Generalized Attention Flow: Feature Attribution for Transformer Models via Maximum Flow
Behrooz Azarkhalili, Maxwell Libbrecht
TL;DR
This paper tackles the problem of extracting reliable feature attributions from Transformer models by moving beyond attention weights to a principled network-flow approach. It introduces Generalized Attention Flow (GAF), which builds an Information Tensor from attention and its gradients and solves a barrier-regularized maximum flow problem to obtain unique, Shapley-valued attributions. The authors prove that the barrier-regularized outputs satisfy the Shapley axioms and demonstrate through extensive benchmarks that a variant of GAF often outperforms existing attribution methods on sequence classification tasks. An open-source Python package is provided to compute these attributions for encoder-only Transformer models, enabling broader application and evaluation in NLP settings. Overall, the approach offers a theoretically grounded and practically effective framework for interpreting Transformer decisions.
Abstract
This paper introduces Generalized Attention Flow (GAF), a novel feature attribution method for Transformer-based models to address the limitations of current approaches. By extending Attention Flow and replacing attention weights with the generalized Information Tensor, GAF integrates attention weights, their gradients, the maximum flow problem, and the barrier method to enhance the performance of feature attributions.
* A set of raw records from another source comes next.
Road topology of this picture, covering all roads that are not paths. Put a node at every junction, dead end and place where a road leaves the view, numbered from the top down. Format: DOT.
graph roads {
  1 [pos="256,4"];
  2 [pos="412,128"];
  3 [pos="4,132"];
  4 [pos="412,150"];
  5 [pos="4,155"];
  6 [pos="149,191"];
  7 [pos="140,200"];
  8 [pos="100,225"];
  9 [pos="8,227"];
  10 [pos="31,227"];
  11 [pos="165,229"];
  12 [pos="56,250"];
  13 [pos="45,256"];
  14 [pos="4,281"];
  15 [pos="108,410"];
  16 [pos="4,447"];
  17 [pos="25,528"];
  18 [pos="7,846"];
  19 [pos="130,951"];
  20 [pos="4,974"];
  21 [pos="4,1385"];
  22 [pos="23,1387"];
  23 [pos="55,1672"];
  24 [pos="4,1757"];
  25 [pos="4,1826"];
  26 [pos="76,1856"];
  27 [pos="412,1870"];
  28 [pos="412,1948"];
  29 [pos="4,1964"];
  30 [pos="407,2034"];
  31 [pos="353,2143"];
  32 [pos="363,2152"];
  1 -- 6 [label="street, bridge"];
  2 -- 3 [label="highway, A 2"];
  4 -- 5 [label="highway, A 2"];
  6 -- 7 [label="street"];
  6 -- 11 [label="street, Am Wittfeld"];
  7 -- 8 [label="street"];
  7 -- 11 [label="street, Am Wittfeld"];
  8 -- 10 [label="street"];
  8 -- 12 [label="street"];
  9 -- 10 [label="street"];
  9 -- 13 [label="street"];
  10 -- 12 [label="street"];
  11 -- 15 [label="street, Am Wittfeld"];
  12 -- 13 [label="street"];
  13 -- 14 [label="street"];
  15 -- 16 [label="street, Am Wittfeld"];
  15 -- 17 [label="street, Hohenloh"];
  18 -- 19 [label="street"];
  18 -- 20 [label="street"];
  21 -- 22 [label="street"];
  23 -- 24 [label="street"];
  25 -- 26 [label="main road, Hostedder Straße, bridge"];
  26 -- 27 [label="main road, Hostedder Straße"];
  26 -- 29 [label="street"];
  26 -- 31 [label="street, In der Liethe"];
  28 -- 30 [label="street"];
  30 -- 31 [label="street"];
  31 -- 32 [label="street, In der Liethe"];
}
The proposed method exhibits key theoretical properties and mitigates the shortcomings of prior techniques that rely solely on simple aggregation of attention weights. Our comprehensive benchmarking on sequence classification tasks demonstrates that a specific variant of GAF consistently outperforms state-of-the-art feature attribution methods in most evaluation settings, providing a more reliable interpretation of Transformer model outputs.